By Liz Prutting (’16)
I went to CES® in Las Vegas for my AMR project primarily to attend the 2016 Digital Health Summit and health and wellness exhibit at Sands Expo. Our AMR involves a UCLA Health project being nurtured within the David Geffen School of Medicine’s accelerator that assists with business analysis and identifying market entry and exit opportunities for clinically relevant IP coming out of UCLA. We were at the summit to identify other players in the remote monitoring and wearables space, and learn more about other products and services that are reshaping health care delivery and personal wellness management. We definitely got more exposure than we even thought possible, as there were a number of exhibitors, from big players (Fitbit, Misfit) to up-and-coming companies (Qardio, Dexcom).
The big themes at the Digital Health Summit were connectivity, data and analytics, and cognitive computing. Technology is helping patients, physicians and payers unite around a common goal by sharing information and receiving financial reward. Patients are looking to save finances and live a healthier life. Walgreens has done a good job of incentivizing users to give their data back, recognizing the value creation of their activity measurements on wearables and other remote diagnostic measuring devices by offering balance reward points. Physicians ultimately want to see patient progress and adherence to their advice and direction. Keeping this in mind when developing a new digital health technology, device or service is crucial to success.
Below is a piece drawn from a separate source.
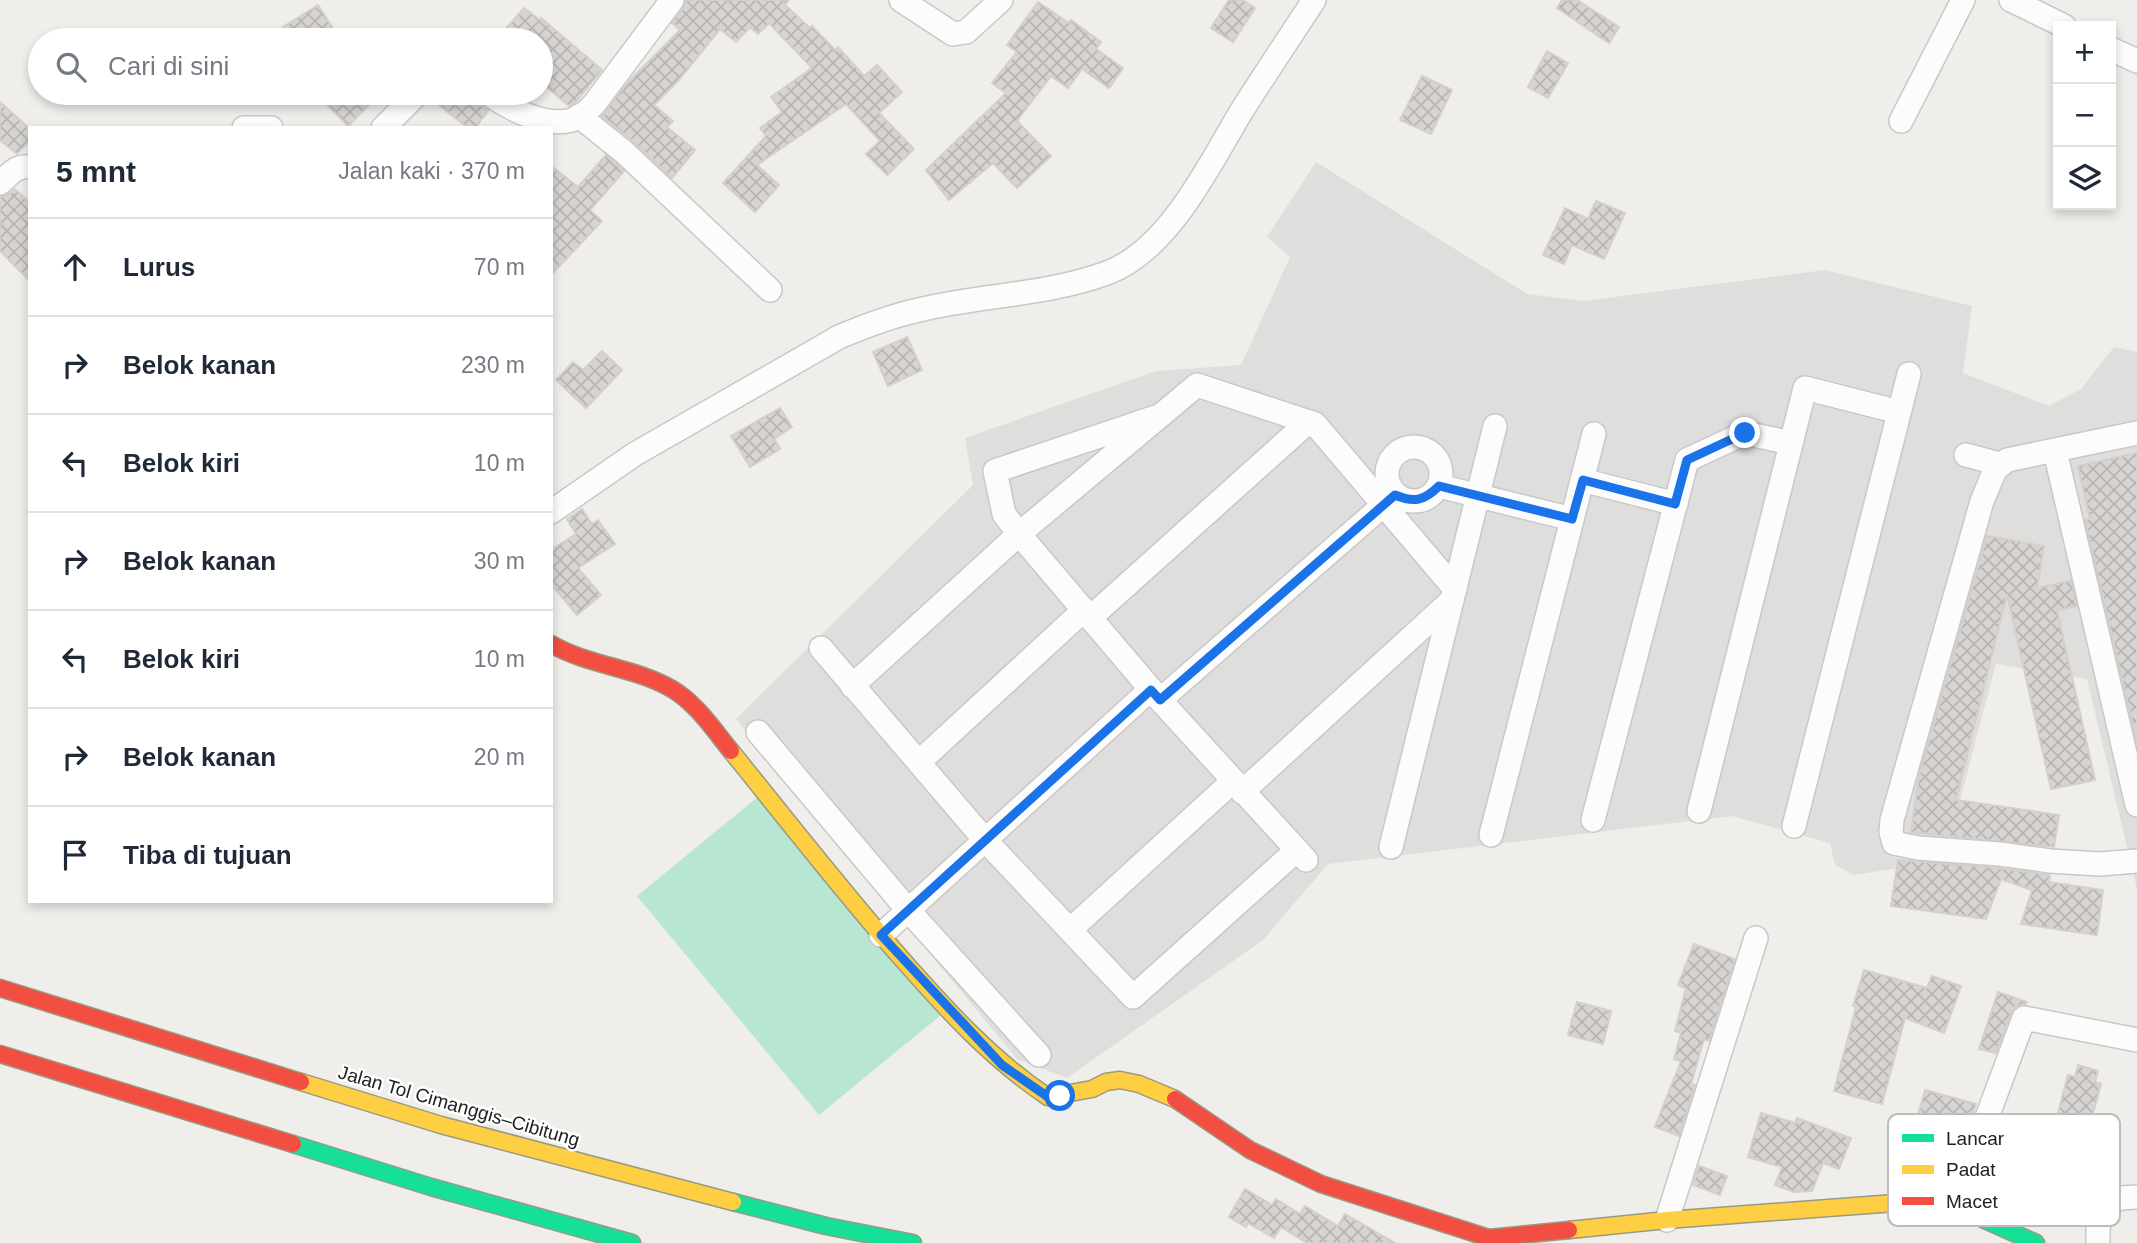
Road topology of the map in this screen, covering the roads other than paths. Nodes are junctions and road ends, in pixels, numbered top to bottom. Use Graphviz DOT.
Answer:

When it comes to the future of data collection and analytics, the key is to accumulate data from users as passively as possible, and build in cognition to any measurement application in order to reduce information overload for the human mind. There’s an obvious shared sentiment from numerous experts that sensors are the future of health and wellness because they can collect data that could predict diseases and detect early onsets.
At the end of the day, putting on a wearable or other personal wellness device is not something all humans will do to measure or track their personal wellness. I saw more than 20 wearable companies at the expo, with little differentiation among them. Many think that the success of the Fitbit is not predictive of the future, and that many people own wearables but don’t do much with them, nor do they know how to act upon the data that they get. There needs to be greater emphasis on machine cognition to allow for a continuous feedback loop with health systems or other parties that would make the data more valuable and actionable for consumers in the long term.
Digital health players to keep an eye out for this year and beyond include:
- IBM Watson Health: Launched in April 2015, IBM is building an open source community of companies (acquired and merged) around attacking the big problems in health care in the U.S. and around the world with cognitive machine learning solutions.
- Validic: Cloud-based technology platform that connects patient-recorded data from digital health applications, devices and wearables to hospital systems, providers, pharmaceutical companies, payers and health information technology platforms, enabling providers to accelerate strategic health care initiatives.
- Apple: HealthKit is growing as a central platform for health information and increasing the number of compatible devices and applications, and they are looking to enter enterprise in 2016. Recent acquisition of Emotient (emotion detection and sentiment analysis) could also be a sign of things to come as they dive deeper into mHealth.